話音一落,同桌人齊刷刷看向賀思嘉,付淺也是臉色瞬變,唯有賀思嘉神情自若,從容與曹龍雲碰了碰杯,“不客氣。”
曹雲光緩緩收笑,表情漸沉。
就在人人都以為有熱鬨可看時,他冷睨了賀思嘉一眼,拽著付淺走了。
付淺被拽得胳膊疼,忍著沒叫出聲,她猜曹雲光多半聽說了什麼,但心裡並不慌張,畢竟她與賀思嘉並未發生什麼。
她琢磨著待會兒要怎麼安撫男友,卻不知曹雲光早就給她定了罪。
曹雲光從廁所出來不久,就聽見有人談論他女朋友,說付淺半夜敲了賀思嘉的門。他當時就想上去問,又覺得沒麵子,於是借著敬酒試探,從旁人的反饋中得到了答案。

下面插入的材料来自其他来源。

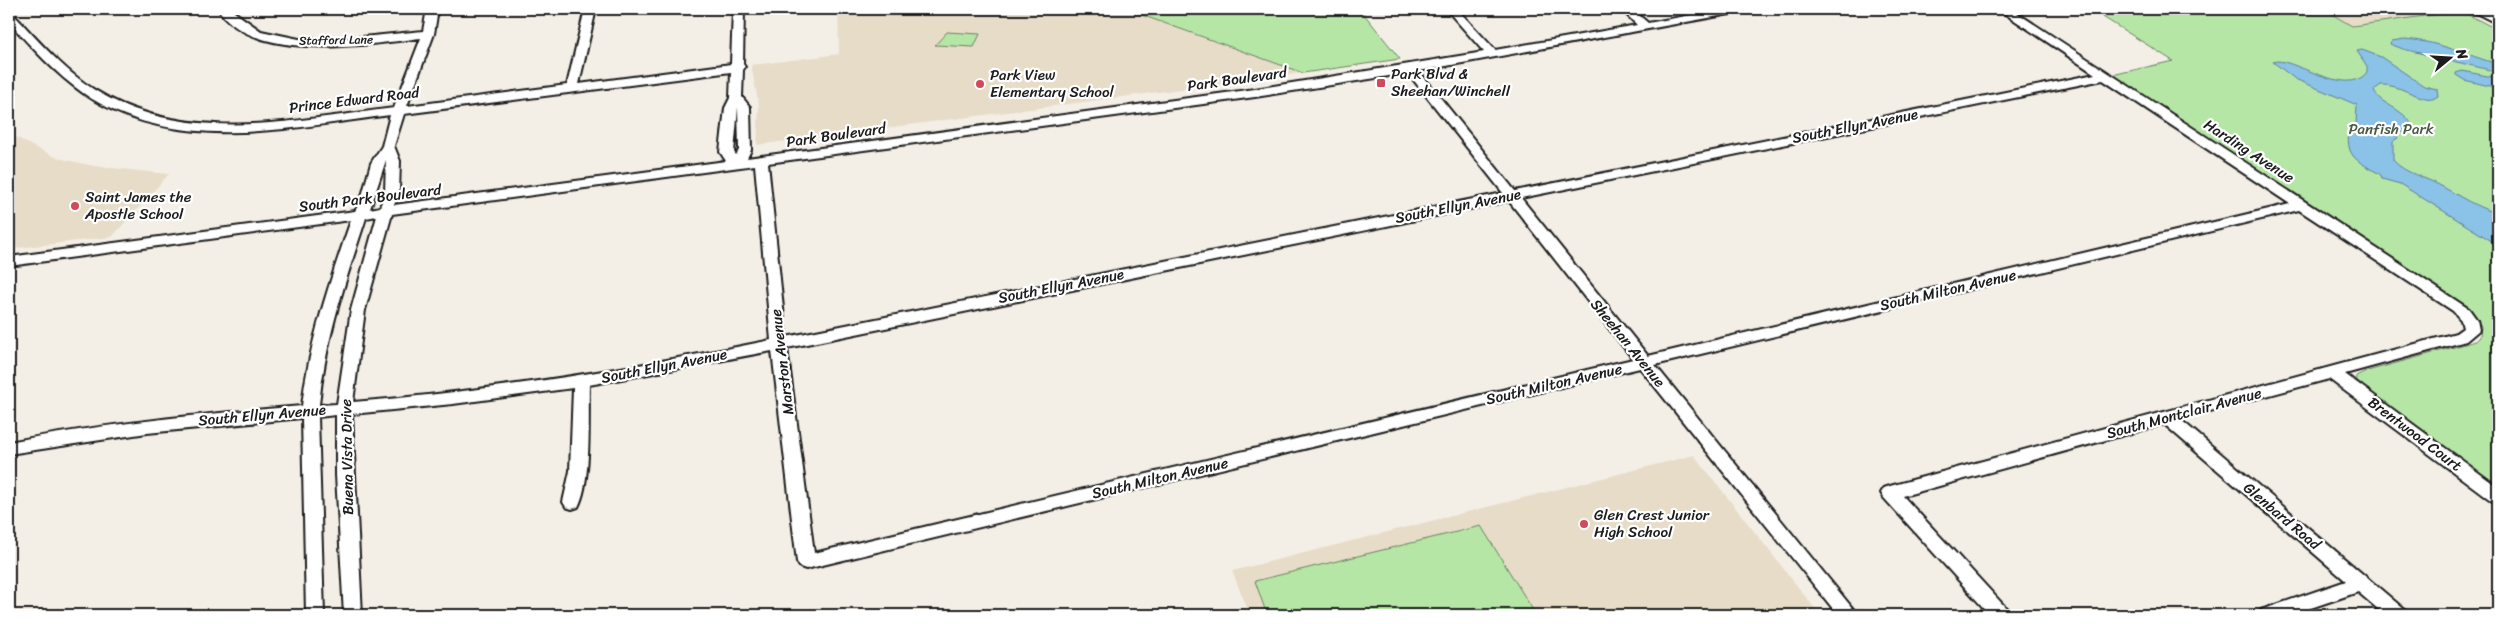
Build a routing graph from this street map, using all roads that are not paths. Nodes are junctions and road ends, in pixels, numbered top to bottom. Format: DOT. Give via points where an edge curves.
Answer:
graph roads {
  1 [pos="223,9"];
  2 [pos="433,9"];
  3 [pos="590,9"];
  4 [pos="739,9"];
  5 [pos="1451,9"];
  6 [pos="1626,9"];
  7 [pos="1741,9"];
  8 [pos="2004,9"];
  9 [pos="2474,9"];
  10 [pos="9,16"];
  11 [pos="2498,21"];
  12 [pos="1645,26"];
  13 [pos="428,34"];
  14 [pos="1491,53"];
  15 [pos="739,67"];
  16 [pos="1410,69"];
  17 [pos="2105,76"];
  18 [pos="572,88"];
  19 [pos="398,111"];
  20 [pos="388,146"];
  21 [pos="761,162"];
  22 [pos="736,165"];
  23 [pos="1510,196"];
  24 [pos="2302,205"];
  25 [pos="384,212"];
  26 [pos="360,216"];
  27 [pos="9,262"];
  28 [pos="2471,325"];
  29 [pos="779,343"];
  30 [pos="1644,362"];
  31 [pos="2331,372"];
  32 [pos="581,382"];
  33 [pos="344,408"];
  34 [pos="310,411"];
  35 [pos="2167,418"];
  36 [pos="9,448"];
  37 [pos="2498,496"];
  38 [pos="572,502"];
  39 [pos="806,562"];
  40 [pos="2361,583"];
  41 [pos="314,615"];
  42 [pos="353,615"];
  43 [pos="1849,615"];
  44 [pos="2001,615"];
  45 [pos="2268,615"];
  46 [pos="2398,615"];
  1 -- 13 [label="street, Stafford Lane" via="256,32 295,41 342,43"];
  2 -- 13 [label="street"];
  3 -- 18 [label="street"];
  4 -- 15 [label="street" via="736,54"];
  5 -- 14 [label="street"];
  6 -- 12 [label="street"];
  7 -- 12 [label="street, Park Boulevard"];
  8 -- 17 [label="street, Harding Avenue"];
  9 -- 11 [label="street"];
  10 -- 19 [label="street, Prince Edward Road" via="54,63 84,88 119,107 181,125 240,130"];
  12 -- 14 [label="street, Park Boulevard"];
  13 -- 19 [label="street"];
  14 -- 16 [label="street, Park Boulevard"];
  15 -- 18 [label="street, Prince Edward Road"];
  15 -- 22 [label="street" via="727,152"];
  16 -- 21 [label="street, Park Boulevard"];
  16 -- 23 [label="street, Sheehan Avenue"];
  17 -- 23 [label="street, South Ellyn Avenue"];
  17 -- 24 [label="street, Harding Avenue"];
  18 -- 19 [label="street, Prince Edward Road"];
  19 -- 20 [label="street"];
  20 -- 25 [label="street, Buena Vista Drive" via="393,161 392,193"];
  20 -- 26 [label="street" via="378,163"];
  21 -- 22 [label="street, Park Boulevard"];
  21 -- 29 [label="street, Marston Avenue"];
  22 -- 25 [label="street, South Park Boulevard"];
  23 -- 29 [label="street, South Ellyn Avenue"];
  23 -- 30 [label="street, Sheehan Avenue"];
  24 -- 28 [label="street, Harding Avenue" via="2458,308 2466,314"];
  24 -- 30 [label="street, South Milton Avenue"];
  25 -- 26 [label="street, South Park Boulevard"];
  25 -- 33 [label="street, Buena Vista Drive" via="358,310"];
  26 -- 27 [label="street, South Park Boulevard"];
  26 -- 34 [label="street" via="330,304 313,380"];
  28 -- 31 [label="street, South Montclair Avenue" via="2471,330 2461,337"];
  29 -- 32 [label="street, South Ellyn Avenue"];
  29 -- 39 [label="street, Marston Avenue"];
  30 -- 39 [label="street, South Milton Avenue"];
  30 -- 43 [label="street, Sheehan Avenue"];
  31 -- 35 [label="street, South Montclair Avenue"];
  31 -- 37 [label="street, Brentwood Court"];
  32 -- 33 [label="street, South Ellyn Avenue" via="459,398"];
  32 -- 38 [label="street" via="578,471"];
  33 -- 34 [label="street, South Ellyn Avenue"];
  33 -- 42 [label="street, Buena Vista Drive"];
  34 -- 36 [label="street, South Ellyn Avenue" via="172,422"];
  34 -- 41 [label="street"];
  35 -- 40 [label="street, Glenbard Road"];
  35 -- 44 [label="street, South Montclair Avenue" via="1890,493"];
  40 -- 45 [label="street"];
  40 -- 46 [label="street, Glenbard Road"];
}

其實曹雲光和付淺名為情侶,實則各取所需,傷心失落自然談不上。可被綠是他無法忍受的恥辱,因此在餘楓和幾位副導、總監相繼離開餐廳後,他便強拉著付淺到了賀思嘉一桌。
“剛才隻顧著敬酒,都沒好好謝謝賀先生。”曹雲光笑問:“咱們喝兩杯?”
此
時同桌隻剩下四五人,葉聞飛看出曹雲光是來找茬的,想要打圓場,卻被賀思嘉攔住。
賀思嘉瞥了眼麵色發苦的付淺,沒讓她為難,“好啊。”
“爽快!”
曹雲光嘴裡誇著,心裡卻不以為然,不就仗著金主嗎?他先前見賀思嘉態度囂張,特意找了位家裡開娛樂公司的朋友打聽,對方雖未給出明確回複,卻暗示他賀思嘉可能有個厲害的金主。

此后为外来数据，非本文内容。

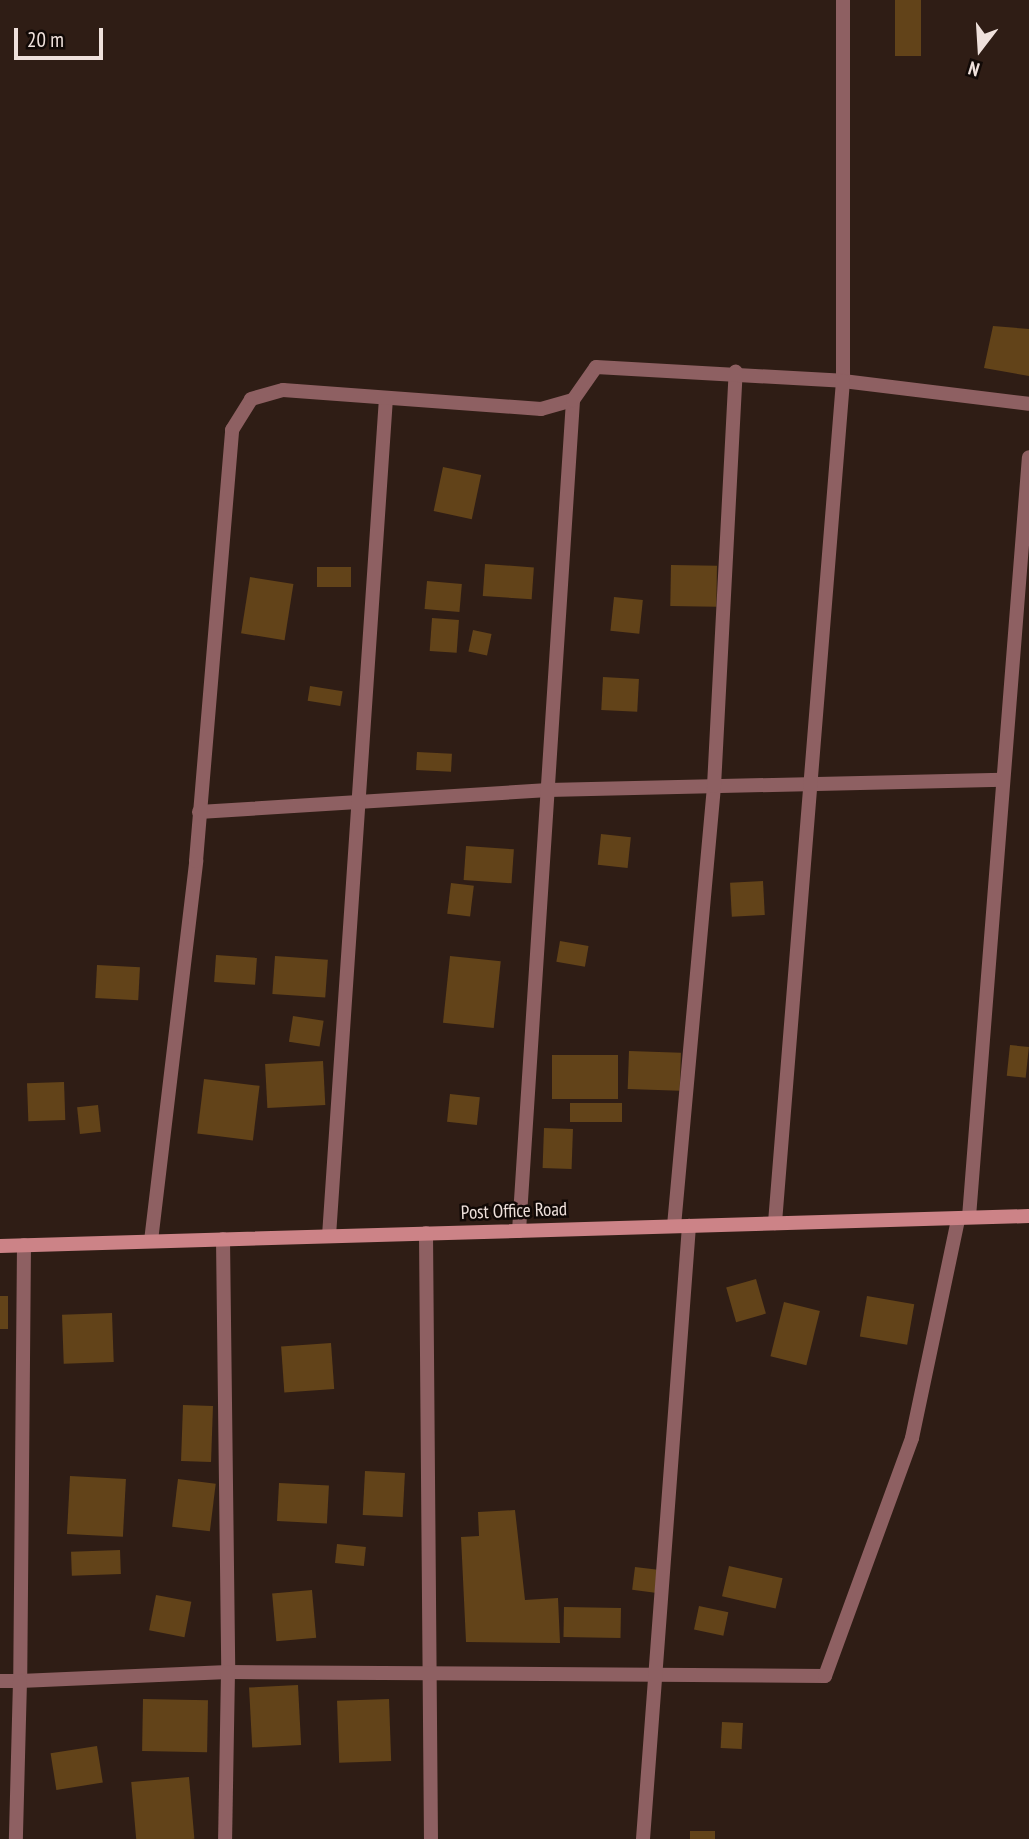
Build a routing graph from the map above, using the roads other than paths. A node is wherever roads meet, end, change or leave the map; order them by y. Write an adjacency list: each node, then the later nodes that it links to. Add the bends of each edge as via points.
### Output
1 (844, 0): 3 (street)
2 (736, 372): 3 (street); 5 (street, via 596,368); 10 (street)
3 (843, 381): 6 (street); 9 (street)
4 (386, 398): 5 (street, via 541,409); 12 (street); 13 (street, via 283,390 251,399 232,430)
5 (573, 400): 11 (street)
6 (1029, 404)
7 (1029, 457): 8 (street)
8 (1003, 780): 9 (street); 15 (street)
9 (811, 783): 10 (street); 16 (street)
10 (714, 786): 11 (street); 17 (street)
11 (548, 790): 12 (street); 19 (street)
12 (358, 803): 13 (street); 21 (street)
13 (199, 812): 23 (street)
14 (1029, 1216): 15 (street, Post Office Road)
15 (964, 1218): 16 (street, Post Office Road); 28 (street, via 912,1438 825,1676)
16 (775, 1223): 18 (street, Post Office Road)
17 (674, 1226): 18 (street, Post Office Road); 19 (street, Post Office Road)
18 (689, 1226): 28 (street)
19 (519, 1231): 20 (street, Post Office Road)
20 (426, 1233): 21 (street, Post Office Road); 26 (street)
21 (329, 1236): 22 (street, Post Office Road)
22 (223, 1239): 23 (street, Post Office Road); 27 (street)
23 (151, 1241): 24 (street, Post Office Road)
24 (24, 1245): 25 (street, Post Office Road); 30 (street)
25 (0, 1246)
26 (427, 1670): 27 (street); 28 (street); 33 (street)
27 (228, 1672): 30 (street); 32 (street)
28 (660, 1674): 34 (street)
29 (0, 1681): 30 (street)
30 (19, 1681): 31 (street)
31 (16, 1839)
32 (225, 1839)
33 (431, 1839)
34 (643, 1839)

他見多了像賀思嘉這樣的小白臉,一個個看似人模人樣,麵對金主卻比狗都乖。
隻是小小警告,量賀思嘉也不敢告狀。
曹雲光將紅白啤各倒一杯,皮笑肉不笑地說:“乾喝酒多沒意思,不如來點兒助興遊戲?”
賀思嘉微頓,倏而笑了,“都行吧。”
曹雲光嗤笑,他常年混跡酒局,對各種酒桌遊戲都很精通,自認完全有能力灌翻賀思嘉。哪知幾輪遊戲結束,對方就喝了兩杯,其餘全進了他肚子。
當又一次輸了骰子,曹雲光目光陰沉,半晌取過支高腳杯,倒上滿滿一杯白酒,將酒杯推向賀思嘉,“你乾了它,這件事就算了。”
“啥事啊?”
曹雲光步步緊逼,“你喝不喝?”
賀思嘉占儘上風,半點也不生氣,反而被曹雲光輸不起的態度取悅了。
他原本還有心思應付,忽聽身旁傳來打火機的“哢嗒”聲,偏頭就見吳臻正垂著眼點煙,滿臉寫著無聊。
他瞬時興致索然,也從煙盒裡抽出支煙,湊向吳臻借了個火,慢聲細語問:“你配嗎?”
“操!”
曹雲光隻覺得腦中炸開一朵煙花,被酒精麻痹的大腦再也無法維持理智,他指著賀思嘉罵:“一個戲子罷了,不就靠張臉嗎?除了臉你還有什麼?”
賀思嘉愣了愣,不明白大家為何都要逼他做選擇題,下意識就回:“我還有錢啊。”